DATA IN THIS EXERCISE ::
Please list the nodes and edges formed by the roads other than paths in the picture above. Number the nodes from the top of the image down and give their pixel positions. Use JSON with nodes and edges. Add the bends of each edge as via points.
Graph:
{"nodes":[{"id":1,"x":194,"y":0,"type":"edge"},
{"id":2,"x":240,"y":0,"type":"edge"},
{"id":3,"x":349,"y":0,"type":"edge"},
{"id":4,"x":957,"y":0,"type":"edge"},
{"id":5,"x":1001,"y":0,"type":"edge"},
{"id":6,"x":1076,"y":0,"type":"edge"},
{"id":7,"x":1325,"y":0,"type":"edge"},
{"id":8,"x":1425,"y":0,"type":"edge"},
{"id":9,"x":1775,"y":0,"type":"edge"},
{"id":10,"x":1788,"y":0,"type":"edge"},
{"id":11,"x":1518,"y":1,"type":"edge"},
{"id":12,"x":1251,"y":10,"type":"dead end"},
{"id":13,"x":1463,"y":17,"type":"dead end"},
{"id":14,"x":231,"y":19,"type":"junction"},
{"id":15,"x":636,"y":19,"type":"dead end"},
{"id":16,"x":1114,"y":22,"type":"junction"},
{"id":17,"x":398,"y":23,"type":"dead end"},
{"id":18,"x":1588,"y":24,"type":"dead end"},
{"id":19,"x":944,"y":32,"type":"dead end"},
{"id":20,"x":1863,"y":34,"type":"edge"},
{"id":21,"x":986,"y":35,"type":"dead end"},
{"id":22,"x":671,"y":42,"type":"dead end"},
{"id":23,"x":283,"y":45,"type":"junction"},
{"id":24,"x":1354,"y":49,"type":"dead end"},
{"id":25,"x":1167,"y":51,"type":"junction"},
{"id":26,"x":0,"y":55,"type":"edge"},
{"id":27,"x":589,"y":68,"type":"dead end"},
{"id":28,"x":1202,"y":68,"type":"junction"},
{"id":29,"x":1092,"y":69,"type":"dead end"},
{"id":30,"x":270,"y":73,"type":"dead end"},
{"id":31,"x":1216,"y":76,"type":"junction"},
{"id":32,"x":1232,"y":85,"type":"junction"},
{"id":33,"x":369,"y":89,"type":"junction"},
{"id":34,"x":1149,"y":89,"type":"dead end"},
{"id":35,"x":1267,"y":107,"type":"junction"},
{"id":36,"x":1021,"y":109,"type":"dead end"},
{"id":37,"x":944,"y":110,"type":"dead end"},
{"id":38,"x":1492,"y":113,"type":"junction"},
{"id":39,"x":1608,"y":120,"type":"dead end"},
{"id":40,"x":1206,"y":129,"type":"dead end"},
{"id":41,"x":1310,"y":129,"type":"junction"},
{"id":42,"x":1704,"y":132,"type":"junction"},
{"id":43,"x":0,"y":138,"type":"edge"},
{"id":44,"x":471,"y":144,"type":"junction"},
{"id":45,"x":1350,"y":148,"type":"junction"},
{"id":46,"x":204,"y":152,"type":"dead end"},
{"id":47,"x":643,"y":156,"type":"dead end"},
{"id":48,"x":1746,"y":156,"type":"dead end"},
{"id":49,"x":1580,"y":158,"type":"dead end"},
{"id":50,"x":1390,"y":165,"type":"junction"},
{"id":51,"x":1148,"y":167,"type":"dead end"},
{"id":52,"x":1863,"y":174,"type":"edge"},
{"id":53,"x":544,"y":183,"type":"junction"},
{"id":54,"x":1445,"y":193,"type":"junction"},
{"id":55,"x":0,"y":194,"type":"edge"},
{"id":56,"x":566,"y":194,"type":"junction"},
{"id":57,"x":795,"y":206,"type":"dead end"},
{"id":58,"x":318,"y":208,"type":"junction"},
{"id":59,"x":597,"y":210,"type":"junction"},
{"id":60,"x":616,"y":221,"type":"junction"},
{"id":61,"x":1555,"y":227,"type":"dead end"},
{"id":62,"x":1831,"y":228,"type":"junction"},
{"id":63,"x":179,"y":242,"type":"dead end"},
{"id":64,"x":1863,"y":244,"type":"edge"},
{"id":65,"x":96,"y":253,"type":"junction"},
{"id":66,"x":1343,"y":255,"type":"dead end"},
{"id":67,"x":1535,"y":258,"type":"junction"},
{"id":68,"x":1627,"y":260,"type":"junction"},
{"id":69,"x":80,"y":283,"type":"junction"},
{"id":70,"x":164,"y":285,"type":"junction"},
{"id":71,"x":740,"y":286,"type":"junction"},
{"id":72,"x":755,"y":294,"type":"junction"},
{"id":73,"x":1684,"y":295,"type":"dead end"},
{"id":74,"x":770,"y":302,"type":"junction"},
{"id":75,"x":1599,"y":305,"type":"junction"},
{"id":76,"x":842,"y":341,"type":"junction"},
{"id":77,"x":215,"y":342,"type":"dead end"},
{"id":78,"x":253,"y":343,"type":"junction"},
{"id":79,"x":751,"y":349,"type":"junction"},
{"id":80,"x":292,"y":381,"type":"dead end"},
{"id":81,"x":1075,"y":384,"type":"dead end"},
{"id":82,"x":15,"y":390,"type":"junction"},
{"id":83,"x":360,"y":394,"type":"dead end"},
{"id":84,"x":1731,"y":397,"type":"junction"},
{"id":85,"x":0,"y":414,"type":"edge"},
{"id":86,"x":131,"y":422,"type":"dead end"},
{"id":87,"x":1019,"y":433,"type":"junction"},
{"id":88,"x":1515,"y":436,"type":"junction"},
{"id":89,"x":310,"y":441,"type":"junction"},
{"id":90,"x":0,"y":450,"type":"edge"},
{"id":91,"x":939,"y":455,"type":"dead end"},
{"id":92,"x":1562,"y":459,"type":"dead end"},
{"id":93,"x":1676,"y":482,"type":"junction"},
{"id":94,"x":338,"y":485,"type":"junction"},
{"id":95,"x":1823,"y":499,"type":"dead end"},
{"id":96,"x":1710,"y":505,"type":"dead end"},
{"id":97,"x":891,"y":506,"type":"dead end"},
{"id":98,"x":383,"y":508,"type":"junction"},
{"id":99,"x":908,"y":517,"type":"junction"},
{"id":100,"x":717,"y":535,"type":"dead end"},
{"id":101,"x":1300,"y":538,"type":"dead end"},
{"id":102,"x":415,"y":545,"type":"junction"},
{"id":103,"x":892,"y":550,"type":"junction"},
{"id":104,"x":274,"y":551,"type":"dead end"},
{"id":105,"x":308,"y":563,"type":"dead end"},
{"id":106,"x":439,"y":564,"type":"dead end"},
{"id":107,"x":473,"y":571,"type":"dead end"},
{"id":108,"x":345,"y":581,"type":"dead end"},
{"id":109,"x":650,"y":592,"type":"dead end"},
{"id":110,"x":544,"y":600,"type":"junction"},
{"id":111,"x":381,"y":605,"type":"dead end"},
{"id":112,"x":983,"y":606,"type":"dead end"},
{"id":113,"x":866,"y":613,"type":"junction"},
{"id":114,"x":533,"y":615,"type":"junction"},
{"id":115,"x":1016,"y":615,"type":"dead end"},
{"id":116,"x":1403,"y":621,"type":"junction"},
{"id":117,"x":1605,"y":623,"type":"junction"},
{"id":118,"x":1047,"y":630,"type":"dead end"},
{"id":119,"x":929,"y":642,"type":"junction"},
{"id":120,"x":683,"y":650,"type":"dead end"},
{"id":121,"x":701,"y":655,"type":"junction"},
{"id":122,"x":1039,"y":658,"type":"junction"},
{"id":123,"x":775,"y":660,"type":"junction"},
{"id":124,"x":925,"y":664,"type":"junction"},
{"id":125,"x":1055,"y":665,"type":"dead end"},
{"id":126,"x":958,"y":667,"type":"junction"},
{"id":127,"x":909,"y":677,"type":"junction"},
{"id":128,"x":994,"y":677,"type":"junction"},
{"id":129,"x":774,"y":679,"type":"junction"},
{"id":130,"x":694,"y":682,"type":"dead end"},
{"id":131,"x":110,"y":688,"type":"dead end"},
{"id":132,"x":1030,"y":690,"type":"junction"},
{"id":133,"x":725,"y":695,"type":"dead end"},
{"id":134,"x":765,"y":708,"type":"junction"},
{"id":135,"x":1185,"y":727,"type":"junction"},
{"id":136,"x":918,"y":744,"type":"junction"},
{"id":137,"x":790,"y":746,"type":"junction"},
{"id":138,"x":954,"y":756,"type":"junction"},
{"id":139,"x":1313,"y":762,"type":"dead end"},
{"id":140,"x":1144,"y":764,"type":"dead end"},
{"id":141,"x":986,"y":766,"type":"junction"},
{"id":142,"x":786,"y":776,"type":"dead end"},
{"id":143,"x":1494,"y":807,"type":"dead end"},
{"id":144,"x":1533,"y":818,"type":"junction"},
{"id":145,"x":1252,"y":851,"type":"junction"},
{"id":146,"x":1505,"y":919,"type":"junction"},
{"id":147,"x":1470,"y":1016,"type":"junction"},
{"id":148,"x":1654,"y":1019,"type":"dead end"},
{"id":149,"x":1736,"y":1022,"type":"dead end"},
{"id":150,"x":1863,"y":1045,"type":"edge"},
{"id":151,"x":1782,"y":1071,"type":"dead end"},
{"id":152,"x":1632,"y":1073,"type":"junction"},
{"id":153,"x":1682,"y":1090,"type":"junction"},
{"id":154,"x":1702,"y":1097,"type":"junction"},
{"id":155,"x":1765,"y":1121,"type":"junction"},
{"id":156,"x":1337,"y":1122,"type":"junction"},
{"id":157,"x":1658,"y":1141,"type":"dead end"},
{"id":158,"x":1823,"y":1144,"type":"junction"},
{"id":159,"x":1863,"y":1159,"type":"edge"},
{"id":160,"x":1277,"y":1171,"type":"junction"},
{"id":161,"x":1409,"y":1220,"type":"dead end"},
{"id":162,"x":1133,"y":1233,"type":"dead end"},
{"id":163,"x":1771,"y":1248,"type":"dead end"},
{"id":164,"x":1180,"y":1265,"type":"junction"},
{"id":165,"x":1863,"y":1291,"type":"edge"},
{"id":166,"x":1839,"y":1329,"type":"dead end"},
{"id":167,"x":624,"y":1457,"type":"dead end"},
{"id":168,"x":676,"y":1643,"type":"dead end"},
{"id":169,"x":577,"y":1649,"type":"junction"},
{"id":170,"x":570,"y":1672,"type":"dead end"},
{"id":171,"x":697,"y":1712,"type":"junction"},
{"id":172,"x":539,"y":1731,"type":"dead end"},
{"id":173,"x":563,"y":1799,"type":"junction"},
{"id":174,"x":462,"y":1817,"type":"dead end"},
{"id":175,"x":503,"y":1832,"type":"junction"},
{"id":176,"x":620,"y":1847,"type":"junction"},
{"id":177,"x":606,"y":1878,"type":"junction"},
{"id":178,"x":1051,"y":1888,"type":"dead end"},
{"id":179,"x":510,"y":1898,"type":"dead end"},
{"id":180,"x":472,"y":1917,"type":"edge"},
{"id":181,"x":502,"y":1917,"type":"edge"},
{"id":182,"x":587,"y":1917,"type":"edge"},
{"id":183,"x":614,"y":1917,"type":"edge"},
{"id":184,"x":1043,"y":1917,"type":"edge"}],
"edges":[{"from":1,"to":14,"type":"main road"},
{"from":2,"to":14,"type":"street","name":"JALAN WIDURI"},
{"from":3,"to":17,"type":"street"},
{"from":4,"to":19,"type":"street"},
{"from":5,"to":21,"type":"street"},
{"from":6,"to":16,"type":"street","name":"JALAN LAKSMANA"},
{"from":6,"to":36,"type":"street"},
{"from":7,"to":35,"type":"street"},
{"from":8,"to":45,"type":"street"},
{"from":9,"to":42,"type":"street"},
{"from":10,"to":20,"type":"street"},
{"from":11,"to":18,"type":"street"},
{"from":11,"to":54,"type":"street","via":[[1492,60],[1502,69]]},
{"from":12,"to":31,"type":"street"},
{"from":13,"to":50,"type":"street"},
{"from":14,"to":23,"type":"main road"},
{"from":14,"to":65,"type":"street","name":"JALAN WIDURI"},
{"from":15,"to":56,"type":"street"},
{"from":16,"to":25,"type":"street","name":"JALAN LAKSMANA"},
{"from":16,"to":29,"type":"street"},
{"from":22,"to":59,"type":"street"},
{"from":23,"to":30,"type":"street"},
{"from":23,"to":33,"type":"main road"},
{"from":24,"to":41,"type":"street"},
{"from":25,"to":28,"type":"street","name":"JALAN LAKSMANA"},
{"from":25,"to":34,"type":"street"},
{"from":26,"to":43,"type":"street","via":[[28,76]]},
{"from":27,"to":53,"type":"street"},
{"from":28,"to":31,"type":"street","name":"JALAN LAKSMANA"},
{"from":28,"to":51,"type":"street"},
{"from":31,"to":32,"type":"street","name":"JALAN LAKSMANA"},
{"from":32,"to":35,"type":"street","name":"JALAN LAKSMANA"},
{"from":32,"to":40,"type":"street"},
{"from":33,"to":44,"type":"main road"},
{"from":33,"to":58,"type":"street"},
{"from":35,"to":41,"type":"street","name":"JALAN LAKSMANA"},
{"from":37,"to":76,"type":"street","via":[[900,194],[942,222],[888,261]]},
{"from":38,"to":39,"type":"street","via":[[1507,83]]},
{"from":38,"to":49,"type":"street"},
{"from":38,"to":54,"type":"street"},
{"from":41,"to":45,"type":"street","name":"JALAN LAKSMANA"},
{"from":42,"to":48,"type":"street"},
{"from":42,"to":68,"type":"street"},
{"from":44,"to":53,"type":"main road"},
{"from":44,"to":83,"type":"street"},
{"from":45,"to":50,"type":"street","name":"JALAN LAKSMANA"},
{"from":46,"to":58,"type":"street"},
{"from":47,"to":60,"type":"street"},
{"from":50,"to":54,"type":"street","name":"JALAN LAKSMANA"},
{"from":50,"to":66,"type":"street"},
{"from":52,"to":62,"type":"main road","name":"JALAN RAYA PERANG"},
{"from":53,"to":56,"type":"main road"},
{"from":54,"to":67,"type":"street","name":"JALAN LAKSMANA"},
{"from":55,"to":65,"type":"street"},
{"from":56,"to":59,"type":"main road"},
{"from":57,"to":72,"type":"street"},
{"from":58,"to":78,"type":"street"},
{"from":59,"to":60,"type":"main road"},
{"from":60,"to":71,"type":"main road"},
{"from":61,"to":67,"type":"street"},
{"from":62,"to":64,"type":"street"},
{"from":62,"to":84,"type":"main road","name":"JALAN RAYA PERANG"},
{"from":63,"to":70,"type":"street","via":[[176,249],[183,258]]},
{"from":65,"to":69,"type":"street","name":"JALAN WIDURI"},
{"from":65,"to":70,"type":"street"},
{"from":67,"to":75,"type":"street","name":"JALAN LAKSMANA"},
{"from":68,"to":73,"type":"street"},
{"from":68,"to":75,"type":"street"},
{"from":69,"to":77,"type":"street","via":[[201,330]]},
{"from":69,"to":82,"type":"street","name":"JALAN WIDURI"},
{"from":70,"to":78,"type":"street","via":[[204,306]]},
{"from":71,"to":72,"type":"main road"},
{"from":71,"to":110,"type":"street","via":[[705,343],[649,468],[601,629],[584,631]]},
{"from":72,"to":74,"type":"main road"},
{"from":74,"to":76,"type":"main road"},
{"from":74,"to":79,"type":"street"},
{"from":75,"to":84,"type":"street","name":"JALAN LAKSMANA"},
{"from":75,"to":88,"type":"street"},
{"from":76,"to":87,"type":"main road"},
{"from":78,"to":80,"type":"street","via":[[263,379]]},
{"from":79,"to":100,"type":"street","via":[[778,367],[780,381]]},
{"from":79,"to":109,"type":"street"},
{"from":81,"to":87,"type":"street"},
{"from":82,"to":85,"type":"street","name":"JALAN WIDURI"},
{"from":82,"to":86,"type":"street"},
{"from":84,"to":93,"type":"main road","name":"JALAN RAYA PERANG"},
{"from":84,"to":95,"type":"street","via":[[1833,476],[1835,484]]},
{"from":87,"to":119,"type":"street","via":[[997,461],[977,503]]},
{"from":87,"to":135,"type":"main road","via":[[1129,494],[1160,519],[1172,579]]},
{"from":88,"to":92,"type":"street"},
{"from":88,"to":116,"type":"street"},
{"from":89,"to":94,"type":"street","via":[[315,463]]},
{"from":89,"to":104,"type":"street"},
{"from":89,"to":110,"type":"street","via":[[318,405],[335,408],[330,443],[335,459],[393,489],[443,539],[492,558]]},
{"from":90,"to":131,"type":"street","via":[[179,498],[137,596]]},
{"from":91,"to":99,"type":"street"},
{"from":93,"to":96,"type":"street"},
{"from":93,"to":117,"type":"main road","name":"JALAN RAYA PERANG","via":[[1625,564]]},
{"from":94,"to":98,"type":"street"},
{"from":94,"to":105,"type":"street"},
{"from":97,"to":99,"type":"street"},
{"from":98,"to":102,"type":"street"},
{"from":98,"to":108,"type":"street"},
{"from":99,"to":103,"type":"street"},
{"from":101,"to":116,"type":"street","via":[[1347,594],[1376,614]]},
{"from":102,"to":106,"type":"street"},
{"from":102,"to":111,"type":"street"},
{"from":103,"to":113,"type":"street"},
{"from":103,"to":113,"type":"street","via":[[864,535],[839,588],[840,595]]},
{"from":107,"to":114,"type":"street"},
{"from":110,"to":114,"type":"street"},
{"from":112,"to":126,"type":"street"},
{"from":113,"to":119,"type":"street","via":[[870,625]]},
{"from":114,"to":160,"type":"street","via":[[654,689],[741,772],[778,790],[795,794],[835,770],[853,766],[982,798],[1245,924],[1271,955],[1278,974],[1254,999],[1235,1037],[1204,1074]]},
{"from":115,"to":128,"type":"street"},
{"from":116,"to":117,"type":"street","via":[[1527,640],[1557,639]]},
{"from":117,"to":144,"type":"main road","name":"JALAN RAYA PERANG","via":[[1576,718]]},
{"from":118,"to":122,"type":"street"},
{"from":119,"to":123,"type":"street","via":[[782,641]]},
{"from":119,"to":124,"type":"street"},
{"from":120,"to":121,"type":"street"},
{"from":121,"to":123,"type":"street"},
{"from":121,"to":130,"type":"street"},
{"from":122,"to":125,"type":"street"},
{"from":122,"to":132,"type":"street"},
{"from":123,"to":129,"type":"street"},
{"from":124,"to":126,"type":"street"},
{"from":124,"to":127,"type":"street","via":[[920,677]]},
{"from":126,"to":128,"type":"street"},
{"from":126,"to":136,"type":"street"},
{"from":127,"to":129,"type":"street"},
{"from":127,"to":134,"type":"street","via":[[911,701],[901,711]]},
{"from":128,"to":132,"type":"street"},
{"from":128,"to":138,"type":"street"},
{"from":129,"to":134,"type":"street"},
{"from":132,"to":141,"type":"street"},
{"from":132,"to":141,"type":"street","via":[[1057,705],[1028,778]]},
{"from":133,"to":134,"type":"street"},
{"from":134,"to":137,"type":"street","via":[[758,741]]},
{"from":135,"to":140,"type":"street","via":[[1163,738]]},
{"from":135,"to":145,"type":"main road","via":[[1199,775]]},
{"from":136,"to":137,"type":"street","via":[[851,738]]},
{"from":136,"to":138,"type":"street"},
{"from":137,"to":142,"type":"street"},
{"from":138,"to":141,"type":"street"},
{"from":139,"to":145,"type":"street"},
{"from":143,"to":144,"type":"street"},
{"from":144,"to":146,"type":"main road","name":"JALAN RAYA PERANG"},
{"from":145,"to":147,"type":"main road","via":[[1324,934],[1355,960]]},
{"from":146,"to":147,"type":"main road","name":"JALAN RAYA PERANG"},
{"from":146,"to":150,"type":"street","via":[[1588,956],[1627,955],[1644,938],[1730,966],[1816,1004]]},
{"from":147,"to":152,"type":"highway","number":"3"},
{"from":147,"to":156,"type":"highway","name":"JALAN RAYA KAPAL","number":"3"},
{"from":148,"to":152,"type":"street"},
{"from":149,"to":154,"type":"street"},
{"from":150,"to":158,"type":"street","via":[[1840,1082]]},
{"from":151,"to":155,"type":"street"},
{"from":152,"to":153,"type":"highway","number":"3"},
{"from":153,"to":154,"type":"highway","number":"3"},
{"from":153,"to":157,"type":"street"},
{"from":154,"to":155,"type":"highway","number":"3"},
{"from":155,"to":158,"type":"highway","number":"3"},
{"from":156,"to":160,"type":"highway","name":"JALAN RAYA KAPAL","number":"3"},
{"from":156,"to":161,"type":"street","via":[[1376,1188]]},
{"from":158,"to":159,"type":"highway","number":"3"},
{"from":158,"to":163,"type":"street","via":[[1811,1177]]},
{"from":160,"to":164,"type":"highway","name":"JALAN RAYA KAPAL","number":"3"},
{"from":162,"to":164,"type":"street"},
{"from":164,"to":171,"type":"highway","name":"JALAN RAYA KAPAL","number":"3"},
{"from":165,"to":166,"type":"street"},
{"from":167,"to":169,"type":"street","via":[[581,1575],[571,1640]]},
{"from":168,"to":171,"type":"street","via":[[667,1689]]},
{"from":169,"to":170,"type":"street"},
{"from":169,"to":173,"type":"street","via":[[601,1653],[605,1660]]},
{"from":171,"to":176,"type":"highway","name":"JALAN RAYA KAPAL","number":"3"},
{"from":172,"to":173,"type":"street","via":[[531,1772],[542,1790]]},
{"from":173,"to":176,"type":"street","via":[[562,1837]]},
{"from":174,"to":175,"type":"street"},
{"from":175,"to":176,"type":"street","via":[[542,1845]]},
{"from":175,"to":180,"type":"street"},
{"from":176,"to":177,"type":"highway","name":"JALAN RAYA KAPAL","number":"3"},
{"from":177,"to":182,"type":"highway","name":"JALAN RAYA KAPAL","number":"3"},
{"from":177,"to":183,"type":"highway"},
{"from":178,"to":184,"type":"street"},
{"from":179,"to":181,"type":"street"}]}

AIM OF THE EXERCISE :: Show every line from the entries above in which the word "nodes" appears.

OUTPUT ::
Please list the nodes and edges formed by the roads other than paths in the picture above. Number the nodes from the top of the image down and give their pixel positions. Use JSON with nodes and edges. Add the bends of each edge as via points.
{"nodes":[{"id":1,"x":194,"y":0,"type":"edge"},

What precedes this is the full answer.